Blindly he turned to the window and threw open the shutters as his tortured lungs struggled for air. He stared into the empty night, so saturated with pain that he could not separate his own from Juliet's.
So they had once made a baby together. The child would be almost twelve now, but would it have been a son or a daughter? Red-haired or blond or some unexpected variation? He tried to bring an image into focus, but he couldn't. Instead, his mind unexpectedly dredged up a half-forgotten memory.
Ross was his mother's child. But when he was grown, she told him that she had miscarried twice after his birth.
Because of her vivacity, his mother had been called "the laughing duchess," while her quieter twin sister, Sara's mother, was termed "the smiling duchess." But once, when Ross was about four years old, he had found his mother curled in the corner of the great hall of the Norfolk mansion, weeping hysterically, her beautiful face slashed by her clawing nails.

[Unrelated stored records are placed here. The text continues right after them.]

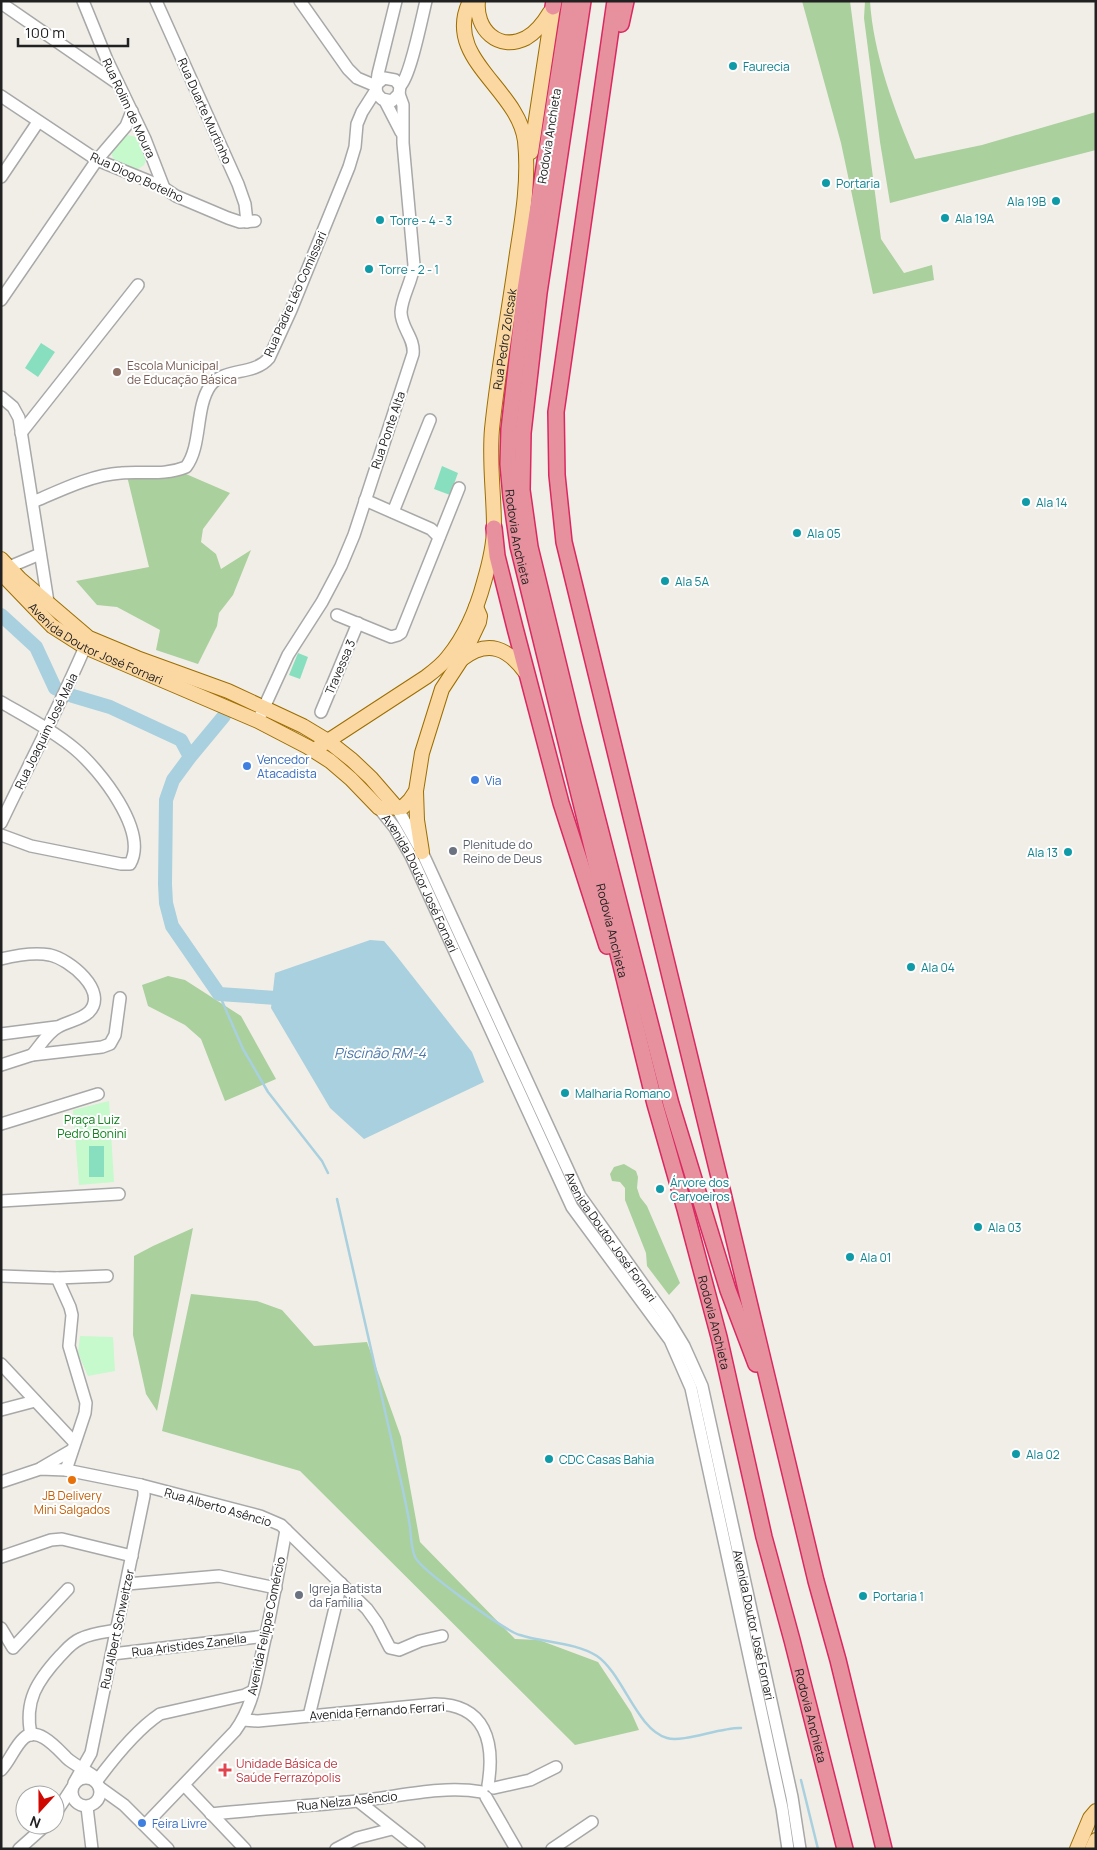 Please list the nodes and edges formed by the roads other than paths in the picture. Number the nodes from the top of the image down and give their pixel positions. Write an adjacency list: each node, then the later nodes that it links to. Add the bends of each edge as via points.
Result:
1 (83, 1): 14 (street, Rua Rolim de Moura)
2 (156, 1): 34 (street, Rua Duarte Murtinho, via 241,190)
3 (300, 1): 16 (street, via 348,69)
4 (396, 1): 16 (street, via 378,74)
5 (426, 1): 15 (street, via 409,68)
6 (470, 1): 33 (main road, Rua Pedro Zolcsak, via 464,19 465,39 470,52 512,106 523,128)
7 (478, 1): 13 (main road, via 478,16 483,27 492,36 505,41 519,41 532,34 546,20)
8 (570, 1): 77 (highway, Rodovia Anchieta, via 525,290 509,429 509,472 518,546)
9 (583, 1): 89 (highway, Rodovia Anchieta, via 539,293 523,433 523,500 530,547 573,724 672,1104 728,1290)
10 (615, 1): 22 (highway, Rodovia Anchieta)
11 (626, 1): 22 (highway)
12 (1, 3): 14 (street)
13 (554, 4): 33 (main road)
14 (119, 84): 19 (street, Rua Rolim de Moura)
15 (399, 90): 16 (street, via 392,101); 16 (street, via 395,80 388,77 380,80); 23 (street, Rua Ponte Alta)
16 (379, 92): 18 (street); 20 (street, Rua Ponte Alta)
17 (1, 96): 21 (street, Rua Diogo Botelho)
18 (368, 107): 20 (street); 44 (street, Rua Padre Léo Comissari, via 357,124 349,167 269,358 257,368 225,376 210,386 192,456 186,467 169,473 98,476)
19 (132, 111): 24 (street, via 128,124); 25 (street, Rua Rolim de Moura)
20 (392, 114): 23 (street, Rua Ponte Alta)
21 (38, 122): 28 (street, Rua Diogo Botelho); 31 (street)
22 (596, 125): 89 (highway, Rodovia Anchieta, via 556,412 560,516 568,561)
23 (402, 134): 43 (street, Rua Ponte Alta, via 414,266 401,314 414,349)
24 (118, 136): 25 (street, via 132,132); 26 (street)
25 (145, 138): 27 (street, Rua Rolim de Moura)
26 (110, 145): 28 (street); 29 (street, via 108,157)
27 (152, 155): 30 (street, via 146,169); 32 (street, Rua Rolim de Moura)
28 (97, 160): 29 (street, Rua Diogo Botelho); 36 (street)
29 (112, 167): 30 (street, Rua Diogo Botelho)
30 (134, 176): 32 (street, Rua Diogo Botelho)
31 (1, 177)
32 (164, 188): 34 (street, Rua Diogo Botelho, via 236,221)
33 (525, 202): 46 (main road, Rua Pedro Zolcsak, via 492,428 490,473)
34 (251, 221)
35 (138, 285): 38 (street)
36 (1, 300)
37 (1, 397): 39 (street)
38 (40, 409): 39 (street); 41 (street)
39 (16, 410): 41 (street)
40 (430, 420): 45 (street)
41 (21, 433): 44 (street)
42 (459, 488): 47 (street)
43 (364, 500): 45 (street); 60 (street, Rua Ponte Alta, via 338,574 292,648)
44 (33, 502): 48 (street)
45 (393, 512): 47 (street, via 431,529)
46 (494, 528): 51 (main road, Rua Pedro Zolcsak, via 488,567); 56 (highway, via 497,556)
47 (439, 538): 53 (street, via 401,633 391,636)
48 (40, 554): 49 (street); 50 (street)
49 (3, 567): 50 (main road); 54 (main road, Avenida Doutor José Fornari, via 52,626)
50 (48, 602): 54 (main road)
51 (476, 607): 55 (main road, via 479,622); 57 (main road, Rua Pedro Zolcsak, via 449,656)
52 (337, 615): 53 (street)
53 (358, 623): 61 (street, Travessa 3)
54 (87, 642): 60 (main road, Avenida Doutor José Fornari, via 228,691); 62 (main road, Avenida Doutor José Fornari); 63 (street, Rua Joaquim José Maia)
55 (461, 660): 56 (main road, via 476,650 491,648 512,656); 58 (main road)
56 (526, 673): 77 (highway, via 561,803)
57 (426, 677): 58 (main road, via 436,680); 64 (main road, Rua Pedro Zolcsak)
58 (442, 688): 66 (main road, via 422,752)
59 (1, 702): 63 (street)
60 (264, 707): 62 (street); 64 (main road, Avenida Doutor José Fornari)
61 (321, 712)
62 (258, 721): 65 (main road, Avenida Doutor José Fornari)
63 (46, 730): 69 (street, Rua Joaquim José Maia); 70 (street, via 75,749 116,798 127,816 134,841 130,864 30,846)
64 (328, 741): 65 (main road, Rua Pedro Zolcsak); 68 (main road, Avenida Doutor José Fornari, via 371,778)
65 (314, 750): 67 (main road, Avenida Doutor José Fornari, via 351,779)
66 (416, 791): 68 (main road, via 406,804); 71 (main road)
67 (378, 808): 68 (main road); 144 (street, Avenida Doutor José Fornari, via 411,856 572,1207 670,1340 682,1365 693,1396 782,1808)
68 (398, 808): 71 (street, Avenida Doutor José Fornari)
69 (1, 823)
70 (1, 835)
71 (422, 852): 145 (street, Avenida Doutor José Fornari, via 580,1196 667,1318 702,1386 790,1787)
72 (1, 959): 74 (street, via 35,953 51,955 62,959 83,976 94,993 90,1012)
73 (120, 998): 76 (street, via 115,1035 110,1044)
74 (56, 1027): 75 (street); 76 (street)
75 (1, 1034)
76 (32, 1055): 78 (street)
77 (644, 1060): 146 (highway, Rodovia Anchieta, via 655,1104 655,1129 662,1156 680,1191 723,1355 764,1537)
78 (1, 1065)
79 (98, 1094): 80 (street)
80 (1, 1124)
81 (119, 1194): 82 (street)
82 (1, 1200)
83 (1, 1276): 85 (street)
84 (107, 1276): 85 (street)
85 (57, 1278): 90 (street, via 72,1314 69,1346 86,1403)
86 (1, 1364): 87 (street)
87 (35, 1400): 88 (street); 90 (street)
88 (1, 1410)
89 (779, 1424): 147 (highway, Rodovia Anchieta)
90 (73, 1446): 91 (street, via 63,1457); 92 (street); 93 (street)
91 (40, 1469): 92 (street, Rua Alberto Asêncio); 95 (street)
92 (66, 1470): 93 (street, Rua Alberto Asêncio)
93 (85, 1473): 94 (street, Rua Alberto Asêncio)
94 (115, 1480): 96 (street, Rua Alberto Asêncio); 98 (street, Rua Alberto Asêncio, via 136,1491)
95 (1, 1482)
96 (141, 1485): 97 (street, Rua Alberto Asêncio); 98 (street, Rua Albert Schweitzer)
97 (159, 1490): 98 (street, via 149,1494); 99 (street, Rua Alberto Asêncio, via 260,1516)
98 (143, 1504): 101 (street, Rua Albert Schweitzer)
99 (286, 1530): 102 (street, Rua Alberto Asêncio); 104 (street, Avenida Felippe Comércio)
100 (1, 1556): 101 (street, via 56,1539)
101 (132, 1556): 103 (street, Rua Albert Schweitzer)
102 (341, 1583): 109 (street, Rua Alberto Asêncio, via 374,1618 390,1648 399,1650); 114 (street)
103 (127, 1584): 104 (street, via 219,1576); 107 (street, Rua Albert Schweitzer)
104 (276, 1588): 108 (street, Avenida Felippe Comércio)
105 (68, 1589): 106 (street, via 13,1648)
106 (1, 1628)
107 (117, 1630): 110 (street, Rua Albert Schweitzer); 115 (street, via 75,1641 42,1677 30,1706 28,1724)
108 (266, 1636): 110 (street, Rua Aristides Zanella); 111 (street, Avenida Felippe Comércio)
109 (442, 1636)
110 (112, 1654): 116 (street, Rua Albert Schweitzer)
111 (254, 1691): 112 (street); 113 (street, Avenida Felippe Comércio)
112 (220, 1700): 113 (street, via 236,1702); 117 (street, via 160,1714)
113 (245, 1715): 114 (street, Avenida Fernando Ferrari, via 264,1720); 122 (street)
114 (309, 1716): 123 (street, Avenida Fernando Ferrari, via 434,1704 460,1708 479,1724 489,1740)
115 (31, 1735): 116 (street, via 44,1738 69,1760); 119 (street, via 22,1740)
116 (89, 1762): 117 (street); 120 (street); 121 (street, Rua Albert Schweitzer)
117 (107, 1766): 120 (street)
118 (556, 1767): 123 (street, Rua Nelza Asêncio, via 530,1780)
119 (1, 1770)
120 (97, 1782): 121 (street, via 83,1778); 125 (street); 127 (street, via 100,1792)
121 (73, 1785): 124 (street, Rua Albert Schweitzer); 127 (street, via 73,1799)
122 (184, 1785): 130 (street); 132 (street)
123 (489, 1792): 126 (street, Rua Nelza Asêncio, via 422,1792); 142 (street, Avenida Fernando Ferrari, via 496,1815)
124 (65, 1798)
125 (118, 1800): 127 (street); 132 (street)
126 (358, 1801): 130 (street, Rua Nelza Asêncio); 133 (street)
127 (88, 1804): 128 (street); 137 (street)
128 (65, 1809)
129 (1096, 1811): 148 (main road)
130 (211, 1814): 139 (street)
131 (592, 1822): 143 (street)
132 (145, 1825): 138 (street)
133 (392, 1829): 140 (street, via 357,1838); 141 (street)
134 (35, 1835): 136 (street)
135 (1096, 1840): 149 (main road)
136 (19, 1849)
137 (92, 1849)
138 (168, 1849)
139 (246, 1849)
140 (336, 1849)
141 (419, 1849)
142 (516, 1849)
143 (552, 1849)
144 (788, 1849)
145 (800, 1849)
146 (845, 1849)
147 (884, 1849)
148 (1077, 1849)
149 (1092, 1849)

Terrified, he had run to find help for her. It had been hours before his father had been able to leave his wife long enough to look for his son, who was hiding in a corner of the attic too small for an adult to enter.
The duke had coaxed Ross out onto his lap. His own face marked with grief, he had explained that Ross's parents had wanted another child to love as much as him, but it was not to be, and his mother was mourning the baby that would never be born.
It was a long time before the duchess was her normal self again, and there were no more pregnancies; Ross suspected that his father took steps to ensure that his wife would not endure such emotional and physical punishment again.
But Ross had not forgotten his parents' pain. A dozen years later and in a far country, he mourned his own lost child.
Yet that sorrow was only one among many, a distant ache, not quite real. There was far more immediacy in Juliet's wrenching account of all that had happened in Malta. Like a kaleidoscope that had been twisted, the past had just taken on an entirely different pattern.
Now that he knew the whole, he could believe her claim that she had never stopped loving him, for it was clear that what had kept them apart was not lack of love but her soul-destroying guilt. If the circumstances had been reversed, he might have felt as unworthy and self- destructive as she had. Understanding that made it impossible to condemn her.
The wind caressed his face like a cool hand, and he realized that his cheeks were moist. There was a fitting symmetry to the tears, for he had not cried since that night in Malta, when he had wept for the loss of his beloved wife. Then his tears had been for himself, but this time most of his grief was for Juliet, and for the knowledge of how different things might have been.
It was a mark of Juliet's fierce sense of honor that she took full responsibility for what had happened, rather than trying to blame anyone else. Yet she had been scarcely more than a child herself, so confused and tormented that she had tried to take her own life.
Too vital to seek death again but convinced that she had sinned past redemption, she had turned her back on all she had ever known and run to the edge of the world. There she had turned all her personal and financial resources to helping others.